O presidente Luiz Inácio Lula da Silva telefonou para o presidente dos Estados Unidos, Donald Trump, nesta sexta-feira (21), para discutir as tarifas impostas ao Brasil, a cooperação contra o crime organizado e conflitos internacionais. A conversa durou 1 hora e 20 minutos.
Lula afirmou que as alegações usadas pelo governo norte-americano para justificar o tarifaço contra o Brasil são infundadas. Segundo o governo brasileiro, as novas tarifas afetam negativamente as economias dos dois países.
Durante a ligação, o presidente brasileiro defendeu a retomada das negociações comerciais bilaterais. Trump, segundo o Palácio do Planalto, concordou sobre a necessidade de preservar os vínculos comerciais entre Brasil e Estados Unidos.
Lula contesta justificativas para as tarifas
A conversa ocorreu na manhã desta sexta-feira e foi classificada pelo Planalto como cordial.
Lula afirmou a Trump que as justificativas apresentadas pelos Estados Unidos para a adoção das novas tarifas não têm fundamento. Entre os argumentos citados pelo governo norte-americano estão questões relacionadas ao desmatamento, acordos preferenciais, propriedade intelectual e combate à corrupção.
Também foram mencionados o Pix, o etanol e as importações de produtos associados a trabalho forçado.
O presidente brasileiro sustentou que o diálogo é o melhor caminho para os dois países. Ele também destacou os impactos das tarifas sobre as relações comerciais bilaterais.
Trump concordou com a necessidade de preservar os vínculos comerciais e propôs um novo encontro entre as equipes diplomáticas dos dois países para dar continuidade às tratativas.
Presidentes discutem combate ao crime organizado
Outro tema tratado na ligação foi a cooperação entre Brasil e Estados Unidos no combate ao crime organizado.

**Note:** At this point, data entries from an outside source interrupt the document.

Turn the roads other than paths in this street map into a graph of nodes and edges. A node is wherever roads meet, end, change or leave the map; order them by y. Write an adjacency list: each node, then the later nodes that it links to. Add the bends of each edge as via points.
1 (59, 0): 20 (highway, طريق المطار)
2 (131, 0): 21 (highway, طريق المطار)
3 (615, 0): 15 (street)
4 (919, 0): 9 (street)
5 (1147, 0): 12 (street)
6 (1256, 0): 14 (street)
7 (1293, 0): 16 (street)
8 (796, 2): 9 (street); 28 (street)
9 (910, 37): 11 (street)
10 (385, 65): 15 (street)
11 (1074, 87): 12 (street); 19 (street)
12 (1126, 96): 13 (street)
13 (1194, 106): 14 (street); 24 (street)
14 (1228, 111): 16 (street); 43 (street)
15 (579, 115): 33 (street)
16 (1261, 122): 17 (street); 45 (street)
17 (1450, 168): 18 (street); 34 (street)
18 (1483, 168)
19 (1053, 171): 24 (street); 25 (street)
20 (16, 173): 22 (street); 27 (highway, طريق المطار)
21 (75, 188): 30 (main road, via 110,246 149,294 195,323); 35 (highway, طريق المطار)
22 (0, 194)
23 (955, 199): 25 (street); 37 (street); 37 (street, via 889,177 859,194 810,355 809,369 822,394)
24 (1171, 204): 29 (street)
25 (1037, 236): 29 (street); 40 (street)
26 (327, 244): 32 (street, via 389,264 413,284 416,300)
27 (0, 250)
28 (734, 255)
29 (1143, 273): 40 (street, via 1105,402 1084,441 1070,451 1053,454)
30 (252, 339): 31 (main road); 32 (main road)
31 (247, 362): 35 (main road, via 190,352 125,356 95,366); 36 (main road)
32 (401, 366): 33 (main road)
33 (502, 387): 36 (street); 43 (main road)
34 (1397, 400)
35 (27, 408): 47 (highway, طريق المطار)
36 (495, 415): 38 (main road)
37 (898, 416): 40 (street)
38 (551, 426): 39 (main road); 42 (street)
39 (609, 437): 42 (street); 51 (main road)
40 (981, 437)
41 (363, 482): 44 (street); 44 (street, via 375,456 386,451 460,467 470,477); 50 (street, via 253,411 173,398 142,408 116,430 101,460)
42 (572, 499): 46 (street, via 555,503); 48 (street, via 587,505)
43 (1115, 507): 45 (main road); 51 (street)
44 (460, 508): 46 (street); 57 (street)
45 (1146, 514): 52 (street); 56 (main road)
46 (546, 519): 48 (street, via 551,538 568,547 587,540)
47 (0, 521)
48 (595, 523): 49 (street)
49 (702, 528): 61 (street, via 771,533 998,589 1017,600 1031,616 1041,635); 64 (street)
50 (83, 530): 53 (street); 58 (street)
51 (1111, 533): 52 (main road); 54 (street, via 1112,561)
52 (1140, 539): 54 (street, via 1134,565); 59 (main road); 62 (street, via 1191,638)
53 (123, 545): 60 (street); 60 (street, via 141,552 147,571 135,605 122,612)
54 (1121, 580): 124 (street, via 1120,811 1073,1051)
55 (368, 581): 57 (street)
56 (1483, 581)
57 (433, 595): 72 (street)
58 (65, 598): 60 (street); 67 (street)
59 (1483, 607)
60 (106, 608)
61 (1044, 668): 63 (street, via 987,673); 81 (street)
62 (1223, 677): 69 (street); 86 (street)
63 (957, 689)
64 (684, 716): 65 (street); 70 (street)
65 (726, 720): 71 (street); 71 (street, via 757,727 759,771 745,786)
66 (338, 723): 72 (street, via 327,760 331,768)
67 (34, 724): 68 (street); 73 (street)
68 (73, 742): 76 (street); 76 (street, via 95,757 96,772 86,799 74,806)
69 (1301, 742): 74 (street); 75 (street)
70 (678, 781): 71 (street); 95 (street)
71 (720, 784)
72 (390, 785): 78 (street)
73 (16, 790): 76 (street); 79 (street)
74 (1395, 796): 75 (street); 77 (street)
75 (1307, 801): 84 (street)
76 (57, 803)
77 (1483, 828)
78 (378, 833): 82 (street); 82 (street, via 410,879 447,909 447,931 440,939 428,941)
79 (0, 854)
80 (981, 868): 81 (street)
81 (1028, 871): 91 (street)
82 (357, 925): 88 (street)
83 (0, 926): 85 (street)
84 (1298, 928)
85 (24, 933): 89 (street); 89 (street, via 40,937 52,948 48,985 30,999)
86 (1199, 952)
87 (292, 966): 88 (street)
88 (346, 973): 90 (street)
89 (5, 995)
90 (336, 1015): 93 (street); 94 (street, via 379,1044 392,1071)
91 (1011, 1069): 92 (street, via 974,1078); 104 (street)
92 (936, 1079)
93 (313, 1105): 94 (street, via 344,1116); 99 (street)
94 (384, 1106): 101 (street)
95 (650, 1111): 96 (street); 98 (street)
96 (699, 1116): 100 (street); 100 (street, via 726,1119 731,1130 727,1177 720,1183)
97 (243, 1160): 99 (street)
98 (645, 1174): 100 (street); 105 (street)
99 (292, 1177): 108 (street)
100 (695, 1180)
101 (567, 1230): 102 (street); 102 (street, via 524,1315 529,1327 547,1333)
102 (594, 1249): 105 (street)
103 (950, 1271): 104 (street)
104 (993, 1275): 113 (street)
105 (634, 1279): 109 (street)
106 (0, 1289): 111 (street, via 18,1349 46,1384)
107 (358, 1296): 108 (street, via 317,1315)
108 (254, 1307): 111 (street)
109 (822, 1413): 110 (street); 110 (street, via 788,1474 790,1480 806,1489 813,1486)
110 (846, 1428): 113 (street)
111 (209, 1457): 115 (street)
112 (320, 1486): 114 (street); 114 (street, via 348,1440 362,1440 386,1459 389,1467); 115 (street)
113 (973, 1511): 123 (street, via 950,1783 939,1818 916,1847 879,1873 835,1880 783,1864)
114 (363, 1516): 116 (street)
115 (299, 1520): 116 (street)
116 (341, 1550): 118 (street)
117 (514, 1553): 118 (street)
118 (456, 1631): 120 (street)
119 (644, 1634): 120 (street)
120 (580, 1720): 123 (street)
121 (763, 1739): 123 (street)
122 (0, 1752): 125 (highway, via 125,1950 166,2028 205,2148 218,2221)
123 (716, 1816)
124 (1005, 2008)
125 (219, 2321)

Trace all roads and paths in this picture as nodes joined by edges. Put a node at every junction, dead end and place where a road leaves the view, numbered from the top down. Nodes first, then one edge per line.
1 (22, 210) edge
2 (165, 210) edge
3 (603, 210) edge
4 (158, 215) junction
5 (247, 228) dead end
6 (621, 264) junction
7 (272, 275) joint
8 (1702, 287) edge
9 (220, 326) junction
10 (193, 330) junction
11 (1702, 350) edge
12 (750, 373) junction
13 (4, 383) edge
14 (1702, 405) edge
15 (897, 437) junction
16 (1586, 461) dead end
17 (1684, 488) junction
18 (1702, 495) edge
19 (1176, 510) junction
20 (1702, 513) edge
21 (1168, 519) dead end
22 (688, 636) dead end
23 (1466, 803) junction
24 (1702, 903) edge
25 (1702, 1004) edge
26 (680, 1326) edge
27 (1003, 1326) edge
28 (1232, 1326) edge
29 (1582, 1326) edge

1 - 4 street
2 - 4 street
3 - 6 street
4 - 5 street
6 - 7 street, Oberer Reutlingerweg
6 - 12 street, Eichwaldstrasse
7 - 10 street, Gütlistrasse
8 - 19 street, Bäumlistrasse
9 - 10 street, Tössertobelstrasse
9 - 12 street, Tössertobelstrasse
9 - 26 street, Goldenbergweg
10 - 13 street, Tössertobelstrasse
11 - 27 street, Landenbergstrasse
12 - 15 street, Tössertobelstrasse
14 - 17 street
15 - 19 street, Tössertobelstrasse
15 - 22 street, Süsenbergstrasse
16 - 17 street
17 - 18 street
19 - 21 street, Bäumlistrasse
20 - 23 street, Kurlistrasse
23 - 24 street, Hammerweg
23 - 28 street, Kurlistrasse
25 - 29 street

Lula afirmou que grupos criminosos provocam violência cotidiana, especialmente entre populações mais vulneráveis. Ao mesmo tempo, ressaltou que essas organizações não devem ser confundidas com grupos terroristas.
O presidente apresentou medidas adotadas pelo Brasil para enfrentar o crime organizado. Entre elas, citou ações de asfixia financeira, que já teriam resultado na apreensão de cerca de R$ 17 bilhões.
Lula também mencionou a Lei Antifacção e a criação do Centro de Cooperação Policial Internacional da Amazônia, em Manaus.
Trump, de acordo com o governo brasileiro, se dispôs a reforçar a cooperação bilateral. O presidente norte-americano afirmou que indicará funcionários de alto escalão para avançar nas tratativas entre os dois países.
Lula e Trump abordam guerras e atuação da ONU
A ligação também tratou de conflitos internacionais, principalmente das guerras na Ucrânia e no Oriente Médio.
Os dois presidentes concordaram sobre a necessidade de buscar uma solução negociada para o conflito entre Rússia e Ucrânia, que se aproxima de cinco anos de duração.
Trump também apresentou considerações sobre as perspectivas dos Estados Unidos para uma possível resolução do conflito com o Irã.
Durante a conversa, Lula criticou a falta de resultados do Conselho de Segurança das Nações Unidas diante dos conflitos internacionais.
O presidente brasileiro sugeriu a convocação de uma reunião extraordinária do órgão para discutir alternativas diplomáticas.
“Os grandes líderes não são aqueles que iniciam guerras, mas aqueles que põem fim aos conflitos”, declarou Lula.